Coretta Scott King and Auburn Avenue Historic District
Coretta Scott King and Auburn Avenue Historic District. Copyrighted image(s).  Contact Intellectual Properties Management for authorized use at

Designed by Donald Bermudez

Mrs. Coretta Scott King conceptualized the establishment of an official living memorial dedicated to advancing the work and legacy for Dr. Martin Luther King, Jr. In her Founder's Statement announcing the memorial, Mrs. King wrote that, " . . .the Memorial Center will, like Martin Luther King, emerge proudly out of the heart of the Black experience in America, but it will address the experiences of all people, especially those who are broken and oppressed, those who desperately search for justice, liberation and peace."

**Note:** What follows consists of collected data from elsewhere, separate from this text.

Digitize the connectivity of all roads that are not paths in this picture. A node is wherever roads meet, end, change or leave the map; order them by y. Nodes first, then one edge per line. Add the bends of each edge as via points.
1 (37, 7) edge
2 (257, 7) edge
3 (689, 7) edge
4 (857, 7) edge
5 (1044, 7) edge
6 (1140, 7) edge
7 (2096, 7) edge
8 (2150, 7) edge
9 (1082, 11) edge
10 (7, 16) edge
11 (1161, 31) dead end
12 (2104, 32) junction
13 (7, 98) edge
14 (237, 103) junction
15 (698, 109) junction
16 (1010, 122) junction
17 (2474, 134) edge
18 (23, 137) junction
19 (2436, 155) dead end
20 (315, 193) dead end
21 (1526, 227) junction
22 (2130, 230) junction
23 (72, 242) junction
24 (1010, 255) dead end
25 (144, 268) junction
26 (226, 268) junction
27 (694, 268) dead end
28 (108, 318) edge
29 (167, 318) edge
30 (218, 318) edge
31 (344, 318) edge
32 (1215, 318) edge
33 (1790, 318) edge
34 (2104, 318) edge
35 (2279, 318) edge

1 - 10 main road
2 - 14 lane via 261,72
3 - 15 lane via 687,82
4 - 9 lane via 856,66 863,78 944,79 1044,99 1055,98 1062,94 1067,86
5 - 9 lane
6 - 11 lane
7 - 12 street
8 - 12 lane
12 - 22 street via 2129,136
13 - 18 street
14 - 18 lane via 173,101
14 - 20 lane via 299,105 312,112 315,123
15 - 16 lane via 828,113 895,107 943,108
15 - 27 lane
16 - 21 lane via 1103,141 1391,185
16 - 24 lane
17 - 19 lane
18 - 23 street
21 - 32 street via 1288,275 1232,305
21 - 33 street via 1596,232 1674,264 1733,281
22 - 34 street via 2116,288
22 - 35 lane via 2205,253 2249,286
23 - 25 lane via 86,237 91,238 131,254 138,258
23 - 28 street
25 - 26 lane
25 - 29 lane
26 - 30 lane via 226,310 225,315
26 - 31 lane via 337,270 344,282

She further iterated that, ". . . the Center would seek with integrity to memorialize Martin Luther King's best hopes and deeds."

Mrs. King's vision focused on the construction and development of The King Center campus, the acquisition and restoration of the King Birth Home, the promotion and preservation of Ebenezer Baptist Church, and the rehabilitation and development of the 23-acre neighborhood. She was a pivotal force in the establishment of the King National Historic Site. Mrs. King lobbied for the enactment of legislation designating The King Center’s Freedom Hall Complex (including the Chapel of all Faiths, the Eternal Flame, Freedom Walkway, Exhibition Hall, Archives Programs and Administration building, and the King Crypt within a reflecting pool ) Ebenezer Baptist Church and the larger historic Sweet Auburn community as a National Historic Site and Preservation District. In 1978 the King Memorial Center changed its name to the Martin Luther King, Jr. Center for Nonviolent Social Change, Inc. (The King Center), with the objective of providing programs and training in Dr. King's Philosophy and methodology of Nonviolence.

Prior to Dr. King's assassination, Mrs. King's initial vision was to create the Martin Luther King, Jr. Library Project which would accommodate the voluminous files and books of Dr. King, as well as organize materials relevant to his life and work. This effort was later expanded to include the acquisition, promotion, and preservation of information relevant to organizations and individuals in the American Civil Rights Movement by way of a Library Documentation Project. In part, due to Mrs. King's vision, there exists today important links to the accurate understanding of the Civil Rights Movement and the compilation of the largest repository of primary source materials on Dr. Martin Luther King, Jr., and the American Civil Rights Movement in the world. These primary source records are housed in the King Library and Archives at The King Center where researchers and scholars from all over the world visit year-round.

It is significant to note Mrs. King‘s vision for the establishment of a national holiday in honor of Dr. Martin Luther King, Jr. is now observed across the United States of America and in more than 100 nations worldwide.

Mrs. King carried the message of nonviolence and the dream of the Beloved Community. She lived her phenomenal life as a woman of wisdom, compassion, hope, and healing. Her vision for the beloved community, her work for nonviolence placed her at the forefront of leadership for peace, love and social change.

"I'm not a ceremonial symbol, I am an activist."